Alevli Feride, Akbulut Sami, Dolek Yasemin, Cakabay Bahri, Sezgın Arsenal
Department of Surgery, Diyarbakir Education and Research Hospital, Diyarbakir, Turkey.
Turk J Gastroenterol. 2011 Feb;22(1):101-3. doi: 10.4318/tjg.2011.0167.

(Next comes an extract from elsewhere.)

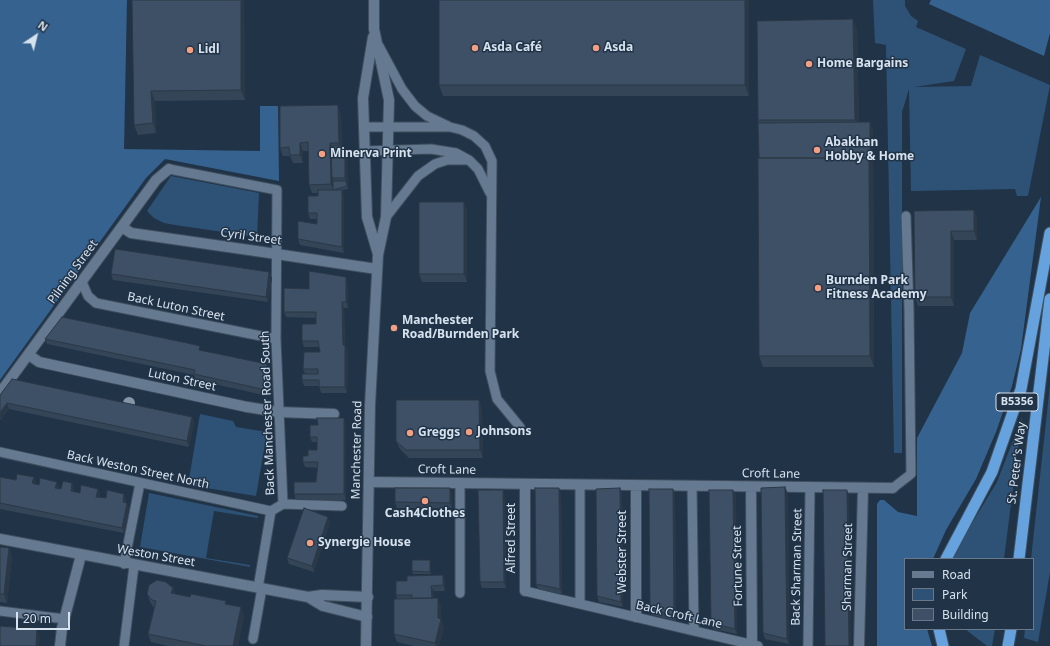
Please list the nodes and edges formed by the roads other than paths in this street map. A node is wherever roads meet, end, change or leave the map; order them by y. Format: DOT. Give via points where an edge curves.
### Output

A patent vitelline duct is an uncommon condition. Diagnosis is based on clinical and radiological findings. Complications include prolapse, intestinal obstruction, hemorrhage, and perforation. Here, we report the case of a 23-year-old man with patent vitelline duct who presented with umbilical discharge, severe abdominal pain, fever of 38.5°C, no gas/feces passage, and nausea and vomiting for three days. Laparotomy with midline incision was performed because of acute abdomen. A patent vitelline duct from the terminal ileum to the umbilicus was observed. Meckel's diverticulitis and ileus were also noted. En bloc resection of the umbilicus, patent vitelline duct and a 15 cm ileal segment was performed. The patient was discharged five days after the operation.
卵黄管未闭是一种罕见的病症。诊断基于临床和影像学检查结果。并发症包括脱垂、肠梗阻、出血和穿孔。在此,我们报告一例23岁卵黄管未闭男性患者的病例,该患者出现脐部渗液、严重腹痛、38.5°C发热、无排气/排便以及恶心呕吐三天。因急腹症行中线切口剖腹手术。观察到一条从回肠末端至脐部的未闭卵黄管。同时还发现梅克尔憩室炎和肠梗阻。对脐部、未闭卵黄管及一段15厘米的回肠段进行了整块切除。患者术后五天出院。